LinuxQuestions.org

LinuxQuestions.org (/questions/)
-   Linux - Newbie (http://www.linuxquestions.org/questions/linux-newbie-8/)
-   -   Need a second pair of eyes to check this code for CSV file (http://www.linuxquestions.org/questions/linux-newbie-8/need-a-second-pair-of-eyes-to-check-this-code-for-csv-file-762344/)

shayno90 10-16-2009 05:56 AM

Need a second pair of eyes to check this code for CSV file
 
Hi, just got code to work that pulls out the fields I need from a file, 6 fields to be specific. Next I have to convert 3 of these fields.


'Mop-21050905','auth','info','info','26','2009-10-01 05:00:01','snort','snort[9861]: [1:254:7] DNS SPOOF query response with TTL of 1 min and no authority [Classification: Potentially Bad Traffic] [Priority: 2]: {UDP} 20867222222:53 -> 9522496106:58846',7119397

'Mop-21050905','auth','info','info','26','2009-10-01 07:59:09','snort','snort[9861]: [1:7861:1] POLICY Google Desktop activity [Classification: Potential Corporate Privacy Violation] [Priority: 1]: {TCP} 9522496106:43418 -> 7412553136:80',7123988

'Mop-21050905','auth','info','info','26','2009-10-01 08:02:22','snort','snort[9861]: [1:13864:1] POLICY Microsoft Watson error reporting attempt [Classification: Potential Corporate Privacy Violation] [Priority: 1]: {TCP} 9522496106:34663 -> 655553190:80',7124307

Using this code

awk -F"," '{ split($8,tmp,"{"); print $6 "," tmp[2] }' filename.txt | sed -e "s/} /,/g" -e "s/ -> /,/g" | tr ":" "," | tr -d "'"

gives

2009-10-09 12,45,18,ICMP,66102999,9522496106
2009-10-09 12,45,20,UDP,202103951,1096,9522496106,1434
2009-10-09 12,45,20,UDP,202103951,1096,9522496106,1434

which is what I want, however I cannot convert the datetime field (1st field) since the colon is removed from the time. It was removed in order to separate the IP address from its port number. (used to be 202103951:1096 now is 202103951,1096)
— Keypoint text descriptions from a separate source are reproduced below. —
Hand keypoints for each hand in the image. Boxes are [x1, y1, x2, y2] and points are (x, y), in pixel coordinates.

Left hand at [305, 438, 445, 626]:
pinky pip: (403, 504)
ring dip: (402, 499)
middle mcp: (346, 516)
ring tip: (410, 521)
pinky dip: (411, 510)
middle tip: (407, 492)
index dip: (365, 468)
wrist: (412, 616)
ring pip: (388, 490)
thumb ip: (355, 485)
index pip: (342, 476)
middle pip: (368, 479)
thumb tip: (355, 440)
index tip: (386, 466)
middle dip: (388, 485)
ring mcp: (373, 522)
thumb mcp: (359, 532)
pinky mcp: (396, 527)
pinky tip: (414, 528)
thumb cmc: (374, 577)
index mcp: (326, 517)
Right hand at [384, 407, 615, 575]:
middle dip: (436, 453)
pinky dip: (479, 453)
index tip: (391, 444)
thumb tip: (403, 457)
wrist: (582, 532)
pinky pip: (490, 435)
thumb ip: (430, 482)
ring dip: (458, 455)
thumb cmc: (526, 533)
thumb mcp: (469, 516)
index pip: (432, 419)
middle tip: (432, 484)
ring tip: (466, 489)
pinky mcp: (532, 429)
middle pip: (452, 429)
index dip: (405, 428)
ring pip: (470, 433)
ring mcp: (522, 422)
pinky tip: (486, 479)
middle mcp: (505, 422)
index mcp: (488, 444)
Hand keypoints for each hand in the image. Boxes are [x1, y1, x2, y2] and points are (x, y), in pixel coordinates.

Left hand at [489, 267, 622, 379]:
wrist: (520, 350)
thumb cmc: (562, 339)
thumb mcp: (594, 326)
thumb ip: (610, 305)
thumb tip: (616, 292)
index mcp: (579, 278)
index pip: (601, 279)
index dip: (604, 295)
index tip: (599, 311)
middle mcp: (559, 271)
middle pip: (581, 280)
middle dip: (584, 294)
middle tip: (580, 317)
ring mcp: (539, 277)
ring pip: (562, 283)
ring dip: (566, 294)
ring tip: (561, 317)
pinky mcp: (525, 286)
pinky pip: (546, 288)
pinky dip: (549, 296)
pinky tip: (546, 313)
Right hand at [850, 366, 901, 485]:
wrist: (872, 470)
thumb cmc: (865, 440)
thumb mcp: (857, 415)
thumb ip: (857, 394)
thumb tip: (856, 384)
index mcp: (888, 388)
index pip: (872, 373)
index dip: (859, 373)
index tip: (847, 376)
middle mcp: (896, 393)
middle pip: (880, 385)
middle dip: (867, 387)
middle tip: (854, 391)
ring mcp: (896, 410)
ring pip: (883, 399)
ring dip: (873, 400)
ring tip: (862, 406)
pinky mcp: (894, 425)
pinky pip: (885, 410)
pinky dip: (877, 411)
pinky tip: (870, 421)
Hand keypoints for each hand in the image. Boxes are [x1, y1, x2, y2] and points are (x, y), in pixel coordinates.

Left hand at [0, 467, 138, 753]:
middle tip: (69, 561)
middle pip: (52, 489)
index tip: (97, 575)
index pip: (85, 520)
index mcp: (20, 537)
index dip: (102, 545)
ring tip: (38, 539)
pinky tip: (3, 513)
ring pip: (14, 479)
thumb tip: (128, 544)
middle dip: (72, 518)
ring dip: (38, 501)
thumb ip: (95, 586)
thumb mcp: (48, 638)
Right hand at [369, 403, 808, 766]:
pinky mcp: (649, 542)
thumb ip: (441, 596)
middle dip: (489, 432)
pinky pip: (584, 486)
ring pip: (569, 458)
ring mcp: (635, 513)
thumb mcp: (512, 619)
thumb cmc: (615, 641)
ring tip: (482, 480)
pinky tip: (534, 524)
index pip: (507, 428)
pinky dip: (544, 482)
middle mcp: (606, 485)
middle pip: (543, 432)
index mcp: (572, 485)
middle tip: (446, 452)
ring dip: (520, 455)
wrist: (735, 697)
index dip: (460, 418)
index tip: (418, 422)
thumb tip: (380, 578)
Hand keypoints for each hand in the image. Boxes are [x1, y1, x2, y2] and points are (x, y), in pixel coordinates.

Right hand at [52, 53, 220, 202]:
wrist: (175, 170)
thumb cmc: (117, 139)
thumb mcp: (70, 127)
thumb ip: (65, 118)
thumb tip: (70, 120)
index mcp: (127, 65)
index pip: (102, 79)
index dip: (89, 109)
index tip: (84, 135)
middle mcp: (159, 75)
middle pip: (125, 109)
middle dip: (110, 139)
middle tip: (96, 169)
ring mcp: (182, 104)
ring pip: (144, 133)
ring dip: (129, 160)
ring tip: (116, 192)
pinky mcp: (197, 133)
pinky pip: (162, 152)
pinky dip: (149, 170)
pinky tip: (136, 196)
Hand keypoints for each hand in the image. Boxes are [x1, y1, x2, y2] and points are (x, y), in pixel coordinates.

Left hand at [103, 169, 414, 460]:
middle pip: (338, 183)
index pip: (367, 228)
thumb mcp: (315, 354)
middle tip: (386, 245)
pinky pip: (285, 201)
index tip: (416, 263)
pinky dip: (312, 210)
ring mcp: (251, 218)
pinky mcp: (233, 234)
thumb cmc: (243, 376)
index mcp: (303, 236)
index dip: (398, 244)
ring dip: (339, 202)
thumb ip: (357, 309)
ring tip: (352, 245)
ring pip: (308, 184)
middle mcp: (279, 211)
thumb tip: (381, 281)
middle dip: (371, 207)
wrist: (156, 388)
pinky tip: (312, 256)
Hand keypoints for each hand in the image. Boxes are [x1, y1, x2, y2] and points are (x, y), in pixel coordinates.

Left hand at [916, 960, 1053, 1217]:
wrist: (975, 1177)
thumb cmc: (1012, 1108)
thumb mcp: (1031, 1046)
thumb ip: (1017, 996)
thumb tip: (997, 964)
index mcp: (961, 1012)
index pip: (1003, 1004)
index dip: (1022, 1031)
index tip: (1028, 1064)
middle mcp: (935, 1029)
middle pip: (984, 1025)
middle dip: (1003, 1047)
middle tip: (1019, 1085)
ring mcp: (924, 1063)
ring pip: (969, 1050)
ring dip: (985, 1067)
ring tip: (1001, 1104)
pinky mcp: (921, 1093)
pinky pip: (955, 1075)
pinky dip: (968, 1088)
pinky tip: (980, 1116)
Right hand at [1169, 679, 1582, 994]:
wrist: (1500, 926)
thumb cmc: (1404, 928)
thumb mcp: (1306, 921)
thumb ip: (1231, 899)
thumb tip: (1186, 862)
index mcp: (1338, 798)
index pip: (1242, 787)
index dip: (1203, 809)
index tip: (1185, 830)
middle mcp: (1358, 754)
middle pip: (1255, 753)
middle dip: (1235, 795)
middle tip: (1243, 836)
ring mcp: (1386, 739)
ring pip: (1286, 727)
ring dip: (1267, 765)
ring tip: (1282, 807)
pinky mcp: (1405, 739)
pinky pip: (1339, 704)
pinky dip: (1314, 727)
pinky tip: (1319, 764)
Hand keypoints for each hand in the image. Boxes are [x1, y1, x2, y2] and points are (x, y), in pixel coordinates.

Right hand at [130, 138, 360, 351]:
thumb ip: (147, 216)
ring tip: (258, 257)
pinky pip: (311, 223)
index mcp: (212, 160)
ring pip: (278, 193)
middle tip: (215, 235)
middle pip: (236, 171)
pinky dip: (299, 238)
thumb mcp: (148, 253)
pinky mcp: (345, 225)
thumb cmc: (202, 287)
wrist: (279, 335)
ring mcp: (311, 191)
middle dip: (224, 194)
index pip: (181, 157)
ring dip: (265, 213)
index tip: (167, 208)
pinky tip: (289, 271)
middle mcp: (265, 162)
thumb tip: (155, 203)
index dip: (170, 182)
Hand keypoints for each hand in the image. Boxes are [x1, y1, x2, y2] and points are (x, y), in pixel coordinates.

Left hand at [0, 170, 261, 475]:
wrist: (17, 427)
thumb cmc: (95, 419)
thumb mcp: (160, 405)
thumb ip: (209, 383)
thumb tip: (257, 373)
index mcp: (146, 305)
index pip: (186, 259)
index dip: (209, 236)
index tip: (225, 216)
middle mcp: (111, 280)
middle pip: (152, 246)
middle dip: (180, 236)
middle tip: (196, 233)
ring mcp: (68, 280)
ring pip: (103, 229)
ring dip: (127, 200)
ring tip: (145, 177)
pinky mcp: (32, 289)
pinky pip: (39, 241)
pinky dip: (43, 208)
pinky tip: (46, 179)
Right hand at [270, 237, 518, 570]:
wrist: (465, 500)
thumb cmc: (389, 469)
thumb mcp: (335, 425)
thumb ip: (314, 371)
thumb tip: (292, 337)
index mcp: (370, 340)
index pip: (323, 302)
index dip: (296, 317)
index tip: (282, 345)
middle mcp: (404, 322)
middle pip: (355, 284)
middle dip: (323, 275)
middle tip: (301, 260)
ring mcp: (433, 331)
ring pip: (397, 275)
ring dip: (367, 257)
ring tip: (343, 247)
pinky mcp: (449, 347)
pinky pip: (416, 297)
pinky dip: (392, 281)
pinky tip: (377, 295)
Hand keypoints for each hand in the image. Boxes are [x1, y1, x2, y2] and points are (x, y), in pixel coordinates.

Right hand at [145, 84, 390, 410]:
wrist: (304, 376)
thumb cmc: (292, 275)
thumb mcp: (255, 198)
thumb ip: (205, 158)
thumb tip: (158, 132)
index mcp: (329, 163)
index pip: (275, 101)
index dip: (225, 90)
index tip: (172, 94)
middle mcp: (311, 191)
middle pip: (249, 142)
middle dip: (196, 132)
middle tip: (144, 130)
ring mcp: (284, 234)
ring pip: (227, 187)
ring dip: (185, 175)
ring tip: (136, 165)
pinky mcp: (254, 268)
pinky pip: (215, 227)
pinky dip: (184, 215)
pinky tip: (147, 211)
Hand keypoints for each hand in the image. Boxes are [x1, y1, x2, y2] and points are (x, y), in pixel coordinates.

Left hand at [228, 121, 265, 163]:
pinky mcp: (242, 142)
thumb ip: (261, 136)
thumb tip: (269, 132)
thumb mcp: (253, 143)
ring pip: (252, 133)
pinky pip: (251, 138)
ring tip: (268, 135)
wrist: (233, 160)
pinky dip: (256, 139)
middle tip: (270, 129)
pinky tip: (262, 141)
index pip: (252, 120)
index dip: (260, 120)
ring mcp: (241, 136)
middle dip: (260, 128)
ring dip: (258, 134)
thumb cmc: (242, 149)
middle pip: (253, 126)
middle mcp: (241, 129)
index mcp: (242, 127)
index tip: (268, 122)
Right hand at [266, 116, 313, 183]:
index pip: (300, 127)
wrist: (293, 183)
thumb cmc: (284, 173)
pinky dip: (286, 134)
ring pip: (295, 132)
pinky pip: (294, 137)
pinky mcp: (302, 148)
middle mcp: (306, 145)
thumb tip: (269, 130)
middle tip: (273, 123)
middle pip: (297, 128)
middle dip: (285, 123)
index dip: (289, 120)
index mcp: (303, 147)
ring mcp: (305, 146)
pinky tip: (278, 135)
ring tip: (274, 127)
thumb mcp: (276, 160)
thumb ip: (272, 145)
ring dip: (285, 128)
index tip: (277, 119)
I need to use a sed command to put the time back to 12:45:18 and not 12,45,18
Tried using
sed -e 's/.^/\d+[0-9]/\d+[0-9]/\d+[0-9]/:/' but no luck:(
Any ideas using sed which will fit with my original command?

rizhun 10-16-2009 07:29 AM

Quick & Dirty:

Code:

$ sed -e 's/,/:/' -e 's/,/:/' your_data_file.txt
:)

shayno90 10-16-2009 09:31 AM

Thanks rizhun, it worked when I piped it onto the original command

awk -F"," '{ split($8,tmp,"{"); print $6 "," tmp[2] }' filename | sed -e "s/} /,/g" -e "s/ -> /,/g" | tr ":" "," | tr -d "'" | sed -e 's/,/:/' -e 's/,/:/' > filename.txt

Gives

2009-10-01 08:06:08,TCP,62.149.128.161,110,95.224.96.106,1047
2009-10-01 08:06:08,TCP,62.149.128.161,110,95.224.96.106,1047
2009-10-01 08:06:17,TCP,62.149.128.167,110,95.224.96.106,1053
2009-10-01 08:06:17,TCP,62.149.128.167,110,95.224.96.106,1053

Now I have another question, using this new file how can I get the 1st field of datetime to convert in each line using date -d "$1" +%s, maybe xarg or awk?
e.g.
xargs -a filename.txt -I date -d "$1" +%s

rizhun 10-16-2009 09:52 AM

You didn't specify whether the epoch date was an addition or replacement of the existing date, so I'm going to presume it's an addition:

Code:

cat datafile.txt | while read dataline
do
  date=$(echo ${dateline} | awk -F"," '{ print $1 }')
  epochdate=$(date -d "${date}" +%s)
  echo "${epochdate},${dataline}" >> newdatafile.txt
done


shayno90 10-20-2009 06:30 AM

hi rizhun, tried your code but I want to replace the original datetime with the new datetime after the datetime code is executed. Also the datetime code doesn't change the datetime for each field but only outputs the same integer as below

1255993200,2009-10-01 05:00:01,UDP,208.67.222.222,53,95.224.96.106,58846
1255993200,2009-10-01 07:59:09,TCP,95.224.96.106,43418,74.125.53.136,80
1255993200,2009-10-01 13:21:01,ICMP,83.237.90.142,95.224.96.106

So I want the datetime to look like this date (using this -d "2009-10-09 11:58:59" +%s should be date -d "$1" +%s)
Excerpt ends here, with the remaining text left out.